Collected data:
***

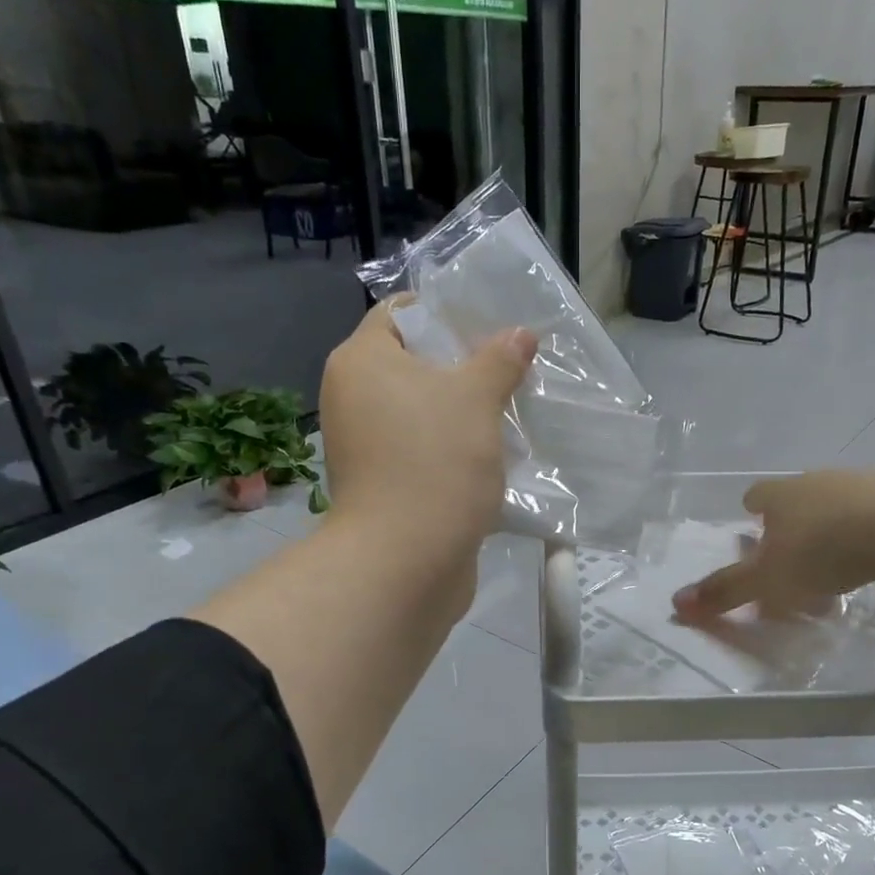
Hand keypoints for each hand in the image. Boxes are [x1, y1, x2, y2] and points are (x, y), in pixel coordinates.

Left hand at [320, 299, 534, 567]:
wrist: (405, 560)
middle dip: (463, 365)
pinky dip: (453, 447)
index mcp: (361, 362)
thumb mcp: (476, 399)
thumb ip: (500, 360)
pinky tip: (495, 452)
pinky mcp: (384, 483)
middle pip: (412, 364)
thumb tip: (521, 334)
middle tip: (510, 367)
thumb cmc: (435, 461)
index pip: (399, 313)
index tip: (489, 325)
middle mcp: (353, 398)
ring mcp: (366, 445)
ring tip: (511, 409)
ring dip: (463, 410)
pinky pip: (422, 449)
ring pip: (421, 411)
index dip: (444, 313)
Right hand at [671, 471, 874, 622]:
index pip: (759, 495)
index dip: (752, 512)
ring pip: (838, 512)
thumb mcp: (768, 579)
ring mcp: (867, 488)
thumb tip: (675, 604)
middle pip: (798, 502)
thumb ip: (726, 591)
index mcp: (784, 494)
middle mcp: (821, 483)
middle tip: (790, 565)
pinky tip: (874, 569)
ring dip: (831, 538)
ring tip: (832, 577)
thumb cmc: (826, 550)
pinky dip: (868, 543)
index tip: (753, 529)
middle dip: (792, 530)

***

■ THE TASK:
Start at the line containing "thumb mcp: (768, 579)" and transcribe through the end of the entries. Please keep both ends and add nothing.

■ RESPONSE AREA:
thumb mcp: (768, 579)
ring mcp: (867, 488)
thumb tip: (675, 604)
middle pip: (798, 502)
thumb ip: (726, 591)
index mcp: (784, 494)
middle mcp: (821, 483)
middle tip: (790, 565)
pinky tip: (874, 569)
ring dip: (831, 538)
ring tip: (832, 577)
thumb cmc: (826, 550)
pinky dip: (868, 543)
index tip: (753, 529)
middle dip: (792, 530)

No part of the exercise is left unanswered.